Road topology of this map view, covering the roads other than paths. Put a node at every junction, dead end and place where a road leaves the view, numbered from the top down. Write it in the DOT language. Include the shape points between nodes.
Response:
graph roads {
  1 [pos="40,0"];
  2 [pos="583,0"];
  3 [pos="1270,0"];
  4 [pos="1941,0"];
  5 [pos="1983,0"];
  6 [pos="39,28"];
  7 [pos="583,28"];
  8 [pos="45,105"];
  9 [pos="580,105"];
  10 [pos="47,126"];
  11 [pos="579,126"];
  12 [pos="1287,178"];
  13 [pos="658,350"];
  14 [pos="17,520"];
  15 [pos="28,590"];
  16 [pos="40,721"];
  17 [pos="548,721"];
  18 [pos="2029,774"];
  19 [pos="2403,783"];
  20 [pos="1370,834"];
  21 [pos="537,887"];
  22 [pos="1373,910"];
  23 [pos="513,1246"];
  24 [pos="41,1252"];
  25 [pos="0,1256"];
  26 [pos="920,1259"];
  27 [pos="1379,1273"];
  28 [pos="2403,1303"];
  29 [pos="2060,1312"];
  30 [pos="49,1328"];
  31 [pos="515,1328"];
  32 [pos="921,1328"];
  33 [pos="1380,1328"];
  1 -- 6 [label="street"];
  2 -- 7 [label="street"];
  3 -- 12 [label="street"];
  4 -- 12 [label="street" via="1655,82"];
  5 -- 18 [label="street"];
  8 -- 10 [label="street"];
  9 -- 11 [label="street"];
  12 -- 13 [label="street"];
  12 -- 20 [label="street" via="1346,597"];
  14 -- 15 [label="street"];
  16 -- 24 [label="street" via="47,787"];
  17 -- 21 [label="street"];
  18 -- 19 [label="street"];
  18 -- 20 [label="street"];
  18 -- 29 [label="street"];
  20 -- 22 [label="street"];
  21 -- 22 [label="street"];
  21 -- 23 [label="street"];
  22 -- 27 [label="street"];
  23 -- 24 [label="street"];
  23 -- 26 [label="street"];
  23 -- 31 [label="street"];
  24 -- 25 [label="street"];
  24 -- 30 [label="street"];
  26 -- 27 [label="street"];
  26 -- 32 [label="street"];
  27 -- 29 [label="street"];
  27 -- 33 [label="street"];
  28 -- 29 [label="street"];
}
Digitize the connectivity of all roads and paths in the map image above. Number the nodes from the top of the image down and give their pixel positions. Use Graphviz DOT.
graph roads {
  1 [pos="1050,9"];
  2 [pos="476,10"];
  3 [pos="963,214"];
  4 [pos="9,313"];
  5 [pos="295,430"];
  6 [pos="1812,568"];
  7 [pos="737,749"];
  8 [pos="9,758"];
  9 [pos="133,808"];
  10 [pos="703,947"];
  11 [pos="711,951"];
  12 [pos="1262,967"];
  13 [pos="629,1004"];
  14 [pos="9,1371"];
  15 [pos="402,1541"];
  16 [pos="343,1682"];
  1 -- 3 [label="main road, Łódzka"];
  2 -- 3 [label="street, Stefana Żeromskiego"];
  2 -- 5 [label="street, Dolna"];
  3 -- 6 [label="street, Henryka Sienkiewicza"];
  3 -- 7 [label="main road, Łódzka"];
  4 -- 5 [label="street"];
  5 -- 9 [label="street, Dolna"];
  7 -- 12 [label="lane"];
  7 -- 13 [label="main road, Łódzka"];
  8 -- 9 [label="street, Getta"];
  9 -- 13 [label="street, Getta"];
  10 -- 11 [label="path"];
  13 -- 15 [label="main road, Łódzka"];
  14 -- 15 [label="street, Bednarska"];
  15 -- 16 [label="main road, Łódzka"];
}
# # #
■ **PROBLEM STATEMENT**
Which lines above hold the string "roads"? Please copy all of them.

■ **WRITTEN REPLY**
Road topology of this map view, covering the roads other than paths. Put a node at every junction, dead end and place where a road leaves the view, numbered from the top down. Write it in the DOT language. Include the shape points between nodes.
graph roads {
Digitize the connectivity of all roads and paths in the map image above. Number the nodes from the top of the image down and give their pixel positions. Use Graphviz DOT.
graph roads {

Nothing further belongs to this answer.